Thursday, October 29, 2009

The clarity of Scripture is found in Christ alone

Listening to: Regina Specktor: Far

Erasmus argued against Luther that some doctrines in the Bible are unclear, and you cannot make confident statements about them. He believed that the freedom of the will was one of these.

Luther, was having none of it:

This indeed I confess, that there are many places in the Scriptures obscure and abstruse; not from the majesty of the thing, but from our ignorance of certain terms and grammatical particulars; but which do not prevent a knowledge of all the things in the Scriptures.

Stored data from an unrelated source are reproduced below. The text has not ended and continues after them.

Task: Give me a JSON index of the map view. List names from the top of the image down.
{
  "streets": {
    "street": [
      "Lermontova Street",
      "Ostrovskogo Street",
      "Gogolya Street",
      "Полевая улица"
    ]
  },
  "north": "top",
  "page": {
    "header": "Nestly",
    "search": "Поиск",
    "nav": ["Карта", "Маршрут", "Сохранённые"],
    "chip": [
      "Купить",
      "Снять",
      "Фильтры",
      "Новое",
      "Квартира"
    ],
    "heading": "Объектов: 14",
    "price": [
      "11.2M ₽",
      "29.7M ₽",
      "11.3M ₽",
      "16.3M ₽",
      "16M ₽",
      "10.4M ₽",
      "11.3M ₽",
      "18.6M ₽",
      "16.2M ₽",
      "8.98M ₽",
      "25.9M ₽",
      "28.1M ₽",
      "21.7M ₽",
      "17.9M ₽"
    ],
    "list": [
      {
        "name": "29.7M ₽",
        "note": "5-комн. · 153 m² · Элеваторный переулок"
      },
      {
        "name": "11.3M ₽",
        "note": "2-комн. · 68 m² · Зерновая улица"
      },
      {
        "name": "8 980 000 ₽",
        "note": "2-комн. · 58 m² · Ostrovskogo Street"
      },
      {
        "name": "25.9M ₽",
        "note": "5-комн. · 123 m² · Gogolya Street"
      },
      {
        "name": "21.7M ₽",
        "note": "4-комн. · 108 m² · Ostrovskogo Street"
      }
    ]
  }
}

For what thing of more importance can remain hidden in the Scriptures, now that the seals are broken, the stone rolled from the door of the sepulchre, and that greatest of all mysteries brought to light, Christ made man: that God is Trinity and Unity: that Christ suffered for us, and will reign to all eternity? Are not these things known and proclaimed even in our streets? Take Christ out of the Scriptures, and what will you find remaining in them? (source)

He goes on to make a incredible statement:

If many things still remain abstruse to many, this does not arise from obscurity in the Scriptures, but from their own blindness or want of understanding, who do not go the way to see the all-perfect clearness of the truth.

That is a radical statement. But its born out of a faith which sees Christ as all of Christianity. Do we think the same way? Luther argues that the test is whether we find things in the Scriptures unlcear.